Good evening all,
*This is a somewhat long post*
I decided to see a therapist recently due to a lot of stress and change in my life. I was also having hormonal issues (related to the Pill) and had a lot of depressed moments over a week-period. Also, in the last 6-months, I have graduated from college, got a promotion (with way more responsibility and 50 hour work weeks), went on a few trips (mostly work related), and have been trying to plan for the future (in terms of graduate school, which I am questioning the path I previously chose). Icing on the cake: my older sister has a serious drug problem, and I have recently grown distant from my old circle of friends (mostly felt a lot of negativity in their behaviors) without building a new social network. So yea, I have been under a lot of pressure.
My first session, I mostly cried and talked about what is going on in my life. So, naturally she said I am depressed (after taking a 10-question quiz covering the previous week).
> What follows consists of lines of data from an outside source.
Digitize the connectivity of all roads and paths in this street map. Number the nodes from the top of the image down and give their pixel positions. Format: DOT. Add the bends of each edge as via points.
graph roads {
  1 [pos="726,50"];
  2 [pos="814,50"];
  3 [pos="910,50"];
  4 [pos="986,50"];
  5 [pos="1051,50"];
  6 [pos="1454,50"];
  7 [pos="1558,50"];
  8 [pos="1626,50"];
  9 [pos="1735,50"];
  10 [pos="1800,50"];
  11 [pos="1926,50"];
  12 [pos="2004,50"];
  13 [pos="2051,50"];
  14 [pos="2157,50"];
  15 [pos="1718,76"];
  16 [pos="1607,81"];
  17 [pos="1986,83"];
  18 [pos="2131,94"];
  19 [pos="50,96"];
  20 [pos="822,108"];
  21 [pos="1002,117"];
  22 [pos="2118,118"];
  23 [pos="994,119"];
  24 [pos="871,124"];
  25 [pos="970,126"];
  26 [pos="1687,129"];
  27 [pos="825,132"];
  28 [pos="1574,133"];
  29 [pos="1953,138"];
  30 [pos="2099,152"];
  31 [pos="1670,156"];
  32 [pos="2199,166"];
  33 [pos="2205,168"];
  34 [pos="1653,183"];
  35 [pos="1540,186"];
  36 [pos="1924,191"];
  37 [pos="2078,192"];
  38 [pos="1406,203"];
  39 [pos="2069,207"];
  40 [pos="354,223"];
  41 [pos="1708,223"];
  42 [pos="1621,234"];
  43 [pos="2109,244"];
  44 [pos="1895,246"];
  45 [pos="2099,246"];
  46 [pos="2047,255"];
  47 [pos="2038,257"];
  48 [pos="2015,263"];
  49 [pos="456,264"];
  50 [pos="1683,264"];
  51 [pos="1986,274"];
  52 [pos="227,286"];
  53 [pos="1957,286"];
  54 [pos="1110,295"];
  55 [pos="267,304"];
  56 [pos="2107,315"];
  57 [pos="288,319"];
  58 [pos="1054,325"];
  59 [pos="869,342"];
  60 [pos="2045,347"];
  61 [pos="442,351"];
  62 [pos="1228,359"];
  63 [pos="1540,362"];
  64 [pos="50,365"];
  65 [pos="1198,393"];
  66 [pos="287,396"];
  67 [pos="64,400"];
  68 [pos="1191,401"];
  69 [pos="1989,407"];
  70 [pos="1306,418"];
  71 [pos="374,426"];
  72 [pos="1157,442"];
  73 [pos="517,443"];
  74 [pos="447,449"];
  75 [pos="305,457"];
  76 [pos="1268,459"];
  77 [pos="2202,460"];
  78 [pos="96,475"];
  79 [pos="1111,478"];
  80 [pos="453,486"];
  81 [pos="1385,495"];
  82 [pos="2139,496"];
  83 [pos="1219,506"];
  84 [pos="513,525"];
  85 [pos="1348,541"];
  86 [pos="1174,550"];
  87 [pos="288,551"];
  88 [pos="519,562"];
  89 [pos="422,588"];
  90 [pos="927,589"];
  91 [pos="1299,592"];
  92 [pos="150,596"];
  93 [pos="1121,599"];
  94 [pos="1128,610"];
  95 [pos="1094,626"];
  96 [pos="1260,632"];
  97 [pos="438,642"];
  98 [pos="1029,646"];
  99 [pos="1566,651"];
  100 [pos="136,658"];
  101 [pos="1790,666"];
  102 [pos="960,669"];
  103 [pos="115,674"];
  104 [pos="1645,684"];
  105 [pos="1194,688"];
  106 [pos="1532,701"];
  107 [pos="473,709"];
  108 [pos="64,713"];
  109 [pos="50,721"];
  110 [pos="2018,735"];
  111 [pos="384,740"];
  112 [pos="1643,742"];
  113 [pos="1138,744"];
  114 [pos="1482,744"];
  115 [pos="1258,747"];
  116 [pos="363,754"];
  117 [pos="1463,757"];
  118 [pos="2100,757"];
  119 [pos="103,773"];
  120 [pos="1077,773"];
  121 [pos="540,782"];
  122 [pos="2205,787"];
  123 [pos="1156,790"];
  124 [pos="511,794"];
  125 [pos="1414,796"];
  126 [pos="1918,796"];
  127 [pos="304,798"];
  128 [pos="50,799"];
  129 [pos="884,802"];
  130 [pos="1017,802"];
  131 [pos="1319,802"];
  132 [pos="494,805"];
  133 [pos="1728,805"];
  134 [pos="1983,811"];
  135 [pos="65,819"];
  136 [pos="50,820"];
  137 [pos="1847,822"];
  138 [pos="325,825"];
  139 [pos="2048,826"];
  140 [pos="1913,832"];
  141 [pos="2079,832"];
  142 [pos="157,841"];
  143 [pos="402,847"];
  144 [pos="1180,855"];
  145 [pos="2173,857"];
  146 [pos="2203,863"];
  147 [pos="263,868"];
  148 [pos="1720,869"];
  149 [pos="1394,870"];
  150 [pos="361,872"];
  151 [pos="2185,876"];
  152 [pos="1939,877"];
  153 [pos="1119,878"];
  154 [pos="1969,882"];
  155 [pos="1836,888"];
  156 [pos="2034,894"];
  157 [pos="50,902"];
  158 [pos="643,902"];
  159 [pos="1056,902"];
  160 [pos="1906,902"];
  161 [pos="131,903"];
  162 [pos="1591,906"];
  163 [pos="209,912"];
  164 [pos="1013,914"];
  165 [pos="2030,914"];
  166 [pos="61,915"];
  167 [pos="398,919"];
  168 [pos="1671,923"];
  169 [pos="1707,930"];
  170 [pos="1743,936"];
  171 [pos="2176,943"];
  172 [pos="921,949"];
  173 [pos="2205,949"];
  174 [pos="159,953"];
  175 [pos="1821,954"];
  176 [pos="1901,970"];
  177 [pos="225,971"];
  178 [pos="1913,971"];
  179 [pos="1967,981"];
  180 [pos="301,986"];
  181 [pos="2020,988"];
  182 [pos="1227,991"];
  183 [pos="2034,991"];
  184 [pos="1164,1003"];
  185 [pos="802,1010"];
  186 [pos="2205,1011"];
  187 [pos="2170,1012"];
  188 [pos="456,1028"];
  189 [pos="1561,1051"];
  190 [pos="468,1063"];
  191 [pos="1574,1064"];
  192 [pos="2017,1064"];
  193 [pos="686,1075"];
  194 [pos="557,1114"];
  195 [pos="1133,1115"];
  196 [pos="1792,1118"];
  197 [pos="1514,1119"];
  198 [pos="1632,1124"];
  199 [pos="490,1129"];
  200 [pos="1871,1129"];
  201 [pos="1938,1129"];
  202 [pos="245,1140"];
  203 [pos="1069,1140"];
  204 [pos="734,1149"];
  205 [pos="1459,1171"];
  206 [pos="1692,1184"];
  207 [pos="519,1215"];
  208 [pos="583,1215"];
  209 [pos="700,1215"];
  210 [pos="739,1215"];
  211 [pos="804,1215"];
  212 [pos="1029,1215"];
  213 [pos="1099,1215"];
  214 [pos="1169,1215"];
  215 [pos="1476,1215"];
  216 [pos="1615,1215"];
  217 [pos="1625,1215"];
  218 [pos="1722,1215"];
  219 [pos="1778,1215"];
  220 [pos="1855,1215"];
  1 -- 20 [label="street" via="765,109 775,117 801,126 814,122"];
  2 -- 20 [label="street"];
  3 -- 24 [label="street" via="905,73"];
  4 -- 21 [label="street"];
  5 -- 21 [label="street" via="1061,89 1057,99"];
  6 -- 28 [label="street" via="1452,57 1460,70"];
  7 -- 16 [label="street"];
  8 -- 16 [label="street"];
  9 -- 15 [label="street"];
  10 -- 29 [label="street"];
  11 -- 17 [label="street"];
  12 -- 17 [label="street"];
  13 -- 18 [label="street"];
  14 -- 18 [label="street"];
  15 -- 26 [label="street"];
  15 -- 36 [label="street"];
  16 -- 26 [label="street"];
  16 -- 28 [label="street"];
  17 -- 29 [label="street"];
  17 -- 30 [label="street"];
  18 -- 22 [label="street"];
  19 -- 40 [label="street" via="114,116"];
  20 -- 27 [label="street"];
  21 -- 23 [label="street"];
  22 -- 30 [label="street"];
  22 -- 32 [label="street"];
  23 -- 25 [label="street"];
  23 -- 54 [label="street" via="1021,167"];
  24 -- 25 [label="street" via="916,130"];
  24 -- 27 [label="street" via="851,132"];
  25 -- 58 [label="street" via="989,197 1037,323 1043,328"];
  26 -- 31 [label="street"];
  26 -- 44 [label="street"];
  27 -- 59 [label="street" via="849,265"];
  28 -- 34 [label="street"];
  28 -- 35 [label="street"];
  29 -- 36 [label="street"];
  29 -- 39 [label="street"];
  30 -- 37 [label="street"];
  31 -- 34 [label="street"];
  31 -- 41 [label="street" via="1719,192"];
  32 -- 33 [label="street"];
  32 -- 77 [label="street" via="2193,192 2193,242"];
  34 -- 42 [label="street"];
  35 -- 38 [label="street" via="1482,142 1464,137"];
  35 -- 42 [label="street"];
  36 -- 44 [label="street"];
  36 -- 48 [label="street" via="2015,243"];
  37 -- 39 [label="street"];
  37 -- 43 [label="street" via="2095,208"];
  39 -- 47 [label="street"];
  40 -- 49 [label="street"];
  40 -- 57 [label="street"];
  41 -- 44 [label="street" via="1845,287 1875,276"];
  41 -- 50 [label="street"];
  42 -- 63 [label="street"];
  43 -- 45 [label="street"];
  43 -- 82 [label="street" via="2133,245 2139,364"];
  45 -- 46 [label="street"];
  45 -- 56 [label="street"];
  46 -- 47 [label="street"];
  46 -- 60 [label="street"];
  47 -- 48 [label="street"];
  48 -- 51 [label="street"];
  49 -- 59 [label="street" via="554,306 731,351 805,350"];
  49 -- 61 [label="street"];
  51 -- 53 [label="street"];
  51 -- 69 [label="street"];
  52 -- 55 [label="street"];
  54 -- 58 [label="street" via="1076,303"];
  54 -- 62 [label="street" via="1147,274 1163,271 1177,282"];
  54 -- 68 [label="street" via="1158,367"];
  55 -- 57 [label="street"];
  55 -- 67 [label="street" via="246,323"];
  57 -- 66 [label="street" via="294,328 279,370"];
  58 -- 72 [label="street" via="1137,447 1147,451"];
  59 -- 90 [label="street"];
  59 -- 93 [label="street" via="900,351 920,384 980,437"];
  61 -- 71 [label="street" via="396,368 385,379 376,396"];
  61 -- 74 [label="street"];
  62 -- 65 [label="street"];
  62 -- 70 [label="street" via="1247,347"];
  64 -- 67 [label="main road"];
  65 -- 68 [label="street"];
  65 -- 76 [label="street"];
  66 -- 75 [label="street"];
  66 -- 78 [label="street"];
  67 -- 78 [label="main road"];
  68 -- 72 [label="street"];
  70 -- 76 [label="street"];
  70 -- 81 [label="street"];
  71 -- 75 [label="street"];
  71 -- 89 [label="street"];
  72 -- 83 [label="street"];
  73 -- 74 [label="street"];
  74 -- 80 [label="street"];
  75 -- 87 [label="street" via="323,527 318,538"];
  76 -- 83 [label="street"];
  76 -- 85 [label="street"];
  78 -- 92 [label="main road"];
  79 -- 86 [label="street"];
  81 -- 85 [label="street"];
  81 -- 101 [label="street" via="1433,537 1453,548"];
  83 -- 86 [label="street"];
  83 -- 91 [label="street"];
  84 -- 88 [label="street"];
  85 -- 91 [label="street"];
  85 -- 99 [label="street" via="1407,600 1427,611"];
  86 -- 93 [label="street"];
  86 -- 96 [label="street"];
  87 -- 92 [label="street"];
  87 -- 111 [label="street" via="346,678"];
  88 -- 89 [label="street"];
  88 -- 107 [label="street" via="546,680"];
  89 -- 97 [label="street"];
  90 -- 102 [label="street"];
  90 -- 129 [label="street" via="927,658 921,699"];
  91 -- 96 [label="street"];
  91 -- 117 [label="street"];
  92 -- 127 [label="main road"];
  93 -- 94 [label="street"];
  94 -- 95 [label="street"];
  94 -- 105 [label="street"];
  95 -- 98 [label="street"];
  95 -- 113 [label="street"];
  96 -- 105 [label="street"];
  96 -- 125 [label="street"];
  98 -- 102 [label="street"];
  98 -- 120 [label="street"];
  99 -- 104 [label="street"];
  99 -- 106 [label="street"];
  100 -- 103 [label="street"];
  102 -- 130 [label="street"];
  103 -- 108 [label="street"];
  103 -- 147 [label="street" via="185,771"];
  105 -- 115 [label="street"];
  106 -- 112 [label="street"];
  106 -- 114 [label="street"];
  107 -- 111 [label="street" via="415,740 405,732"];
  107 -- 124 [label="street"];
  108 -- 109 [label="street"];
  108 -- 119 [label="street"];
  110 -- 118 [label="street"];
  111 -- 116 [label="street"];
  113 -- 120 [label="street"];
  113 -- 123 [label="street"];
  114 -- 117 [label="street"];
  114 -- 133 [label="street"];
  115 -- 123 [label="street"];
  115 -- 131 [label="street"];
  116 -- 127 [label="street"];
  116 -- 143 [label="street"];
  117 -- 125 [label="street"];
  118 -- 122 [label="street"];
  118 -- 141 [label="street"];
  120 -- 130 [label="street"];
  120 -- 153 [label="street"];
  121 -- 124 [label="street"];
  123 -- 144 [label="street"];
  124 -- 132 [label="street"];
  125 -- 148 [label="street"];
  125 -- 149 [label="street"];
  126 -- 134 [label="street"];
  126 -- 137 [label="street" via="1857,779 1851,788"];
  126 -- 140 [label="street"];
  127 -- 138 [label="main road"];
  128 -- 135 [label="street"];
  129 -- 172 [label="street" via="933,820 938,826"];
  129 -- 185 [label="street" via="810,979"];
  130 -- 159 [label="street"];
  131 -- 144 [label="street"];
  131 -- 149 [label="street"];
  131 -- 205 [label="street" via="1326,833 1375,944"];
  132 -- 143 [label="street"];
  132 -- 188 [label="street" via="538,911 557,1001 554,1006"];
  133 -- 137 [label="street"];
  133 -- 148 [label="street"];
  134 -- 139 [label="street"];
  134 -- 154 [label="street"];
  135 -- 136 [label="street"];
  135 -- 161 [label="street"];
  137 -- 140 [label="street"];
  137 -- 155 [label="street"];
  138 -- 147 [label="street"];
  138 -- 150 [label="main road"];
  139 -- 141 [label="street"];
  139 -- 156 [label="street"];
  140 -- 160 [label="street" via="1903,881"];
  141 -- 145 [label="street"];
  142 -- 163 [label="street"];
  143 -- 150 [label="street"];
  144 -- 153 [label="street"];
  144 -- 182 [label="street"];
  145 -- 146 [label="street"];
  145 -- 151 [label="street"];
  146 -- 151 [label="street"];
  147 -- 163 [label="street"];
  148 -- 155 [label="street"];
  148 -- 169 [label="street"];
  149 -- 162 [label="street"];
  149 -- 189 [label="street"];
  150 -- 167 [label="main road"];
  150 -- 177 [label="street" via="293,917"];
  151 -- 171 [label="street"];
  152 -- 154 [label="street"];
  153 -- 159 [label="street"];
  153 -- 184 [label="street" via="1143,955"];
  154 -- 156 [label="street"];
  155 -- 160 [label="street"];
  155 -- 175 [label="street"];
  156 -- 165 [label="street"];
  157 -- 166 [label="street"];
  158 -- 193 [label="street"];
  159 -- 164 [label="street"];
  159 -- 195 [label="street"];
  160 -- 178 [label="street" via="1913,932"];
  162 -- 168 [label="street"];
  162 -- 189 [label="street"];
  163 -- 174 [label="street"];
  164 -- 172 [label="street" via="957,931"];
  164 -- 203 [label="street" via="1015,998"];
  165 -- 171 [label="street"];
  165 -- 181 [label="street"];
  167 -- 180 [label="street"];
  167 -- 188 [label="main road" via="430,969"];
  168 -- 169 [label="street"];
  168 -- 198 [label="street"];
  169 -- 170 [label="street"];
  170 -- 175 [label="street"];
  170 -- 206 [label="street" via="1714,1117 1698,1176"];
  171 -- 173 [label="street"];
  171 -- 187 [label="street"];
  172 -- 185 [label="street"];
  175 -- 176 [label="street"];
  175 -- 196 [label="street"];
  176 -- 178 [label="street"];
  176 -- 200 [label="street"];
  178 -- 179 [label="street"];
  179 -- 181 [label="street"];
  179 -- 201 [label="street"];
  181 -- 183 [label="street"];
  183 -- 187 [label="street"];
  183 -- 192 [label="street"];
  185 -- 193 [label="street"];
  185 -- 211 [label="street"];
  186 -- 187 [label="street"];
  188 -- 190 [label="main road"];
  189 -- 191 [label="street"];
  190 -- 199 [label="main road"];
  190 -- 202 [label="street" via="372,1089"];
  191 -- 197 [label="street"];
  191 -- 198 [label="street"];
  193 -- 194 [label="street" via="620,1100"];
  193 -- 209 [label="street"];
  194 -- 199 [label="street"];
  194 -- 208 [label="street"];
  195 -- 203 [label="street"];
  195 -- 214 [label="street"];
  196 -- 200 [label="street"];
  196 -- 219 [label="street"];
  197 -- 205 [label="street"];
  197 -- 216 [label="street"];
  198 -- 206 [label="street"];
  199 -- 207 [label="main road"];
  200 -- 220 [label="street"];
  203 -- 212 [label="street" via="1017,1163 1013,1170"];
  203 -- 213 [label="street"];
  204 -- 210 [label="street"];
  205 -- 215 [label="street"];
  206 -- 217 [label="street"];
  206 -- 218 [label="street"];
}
However, I had a problem with this - I know the diagnostic manual for psychologist/psychiatrists (DSM-IV) is pretty arbitrary, but to make a diagnosis of depression, a person has to have a two-week period of symptoms. I made it clear to her that I had not had anything that severe (only 2-3 days here and there, mostly in high school, which she assured me was
very abnormal!), and my body was reacting really negatively to the pill all of a sudden, concurrent with my overwhelming distress. So, then she started insinuating that I am afraid to admit I am depressed and kept asking me why. The reason why I refuse to say I am depressed is that I function really well, and am usually very happy. However, if anything, I am an anxious perfectionist.
But nonetheless, I decided to stick with her, because she practices cognitive-behavioral therapy, which I have studied quite a bit in school and felt would be most effective for my problems, and wanted to give her a chance. I attended four sessions with her, and over this time she 1) stated that my alma mater university is not a very impressive school (then she stated where she came from to prove that she comes from a *pretiguous* school

); 2) demonstrated an arrogance about her neighbor's career path (manager of a gift shop); 3) keeps giving me stupid papers/assignments that are almost insulting (i.e., a notecard with positive statements to read when I feel down); and 4) keeps asking questions leading back to depression. She offers no insight into my thought patterns, and sometimes cuts me off when I am talking.
I am new to this; this kind of treatment is not normal, right? She is just starting her career, and it seems like she does not have enough clinical experience to assess my neuroses. She is definitly not right for me, so how do I "let her go"? In other words, should I come in for my next appointment and give her my personal assessment of her practice, or just cancel my next appointment over the phone and never look back? I do not want to pay her anymore; I feel like I have given her enough of my time and money and she has only provided me with arrogance and a lot of textbook photocopies. At the same time, I do not want to leave her hanging, and feel that I could offer my insight - however, she did not ask for it and it may lead her to believe that I now have a personality disorder.
Has anyone else had a similar experience? How do you leave a therapist who is unable to meet your needs?
Thanks for taking the time to read this. I appreciate any opinions/stories!!!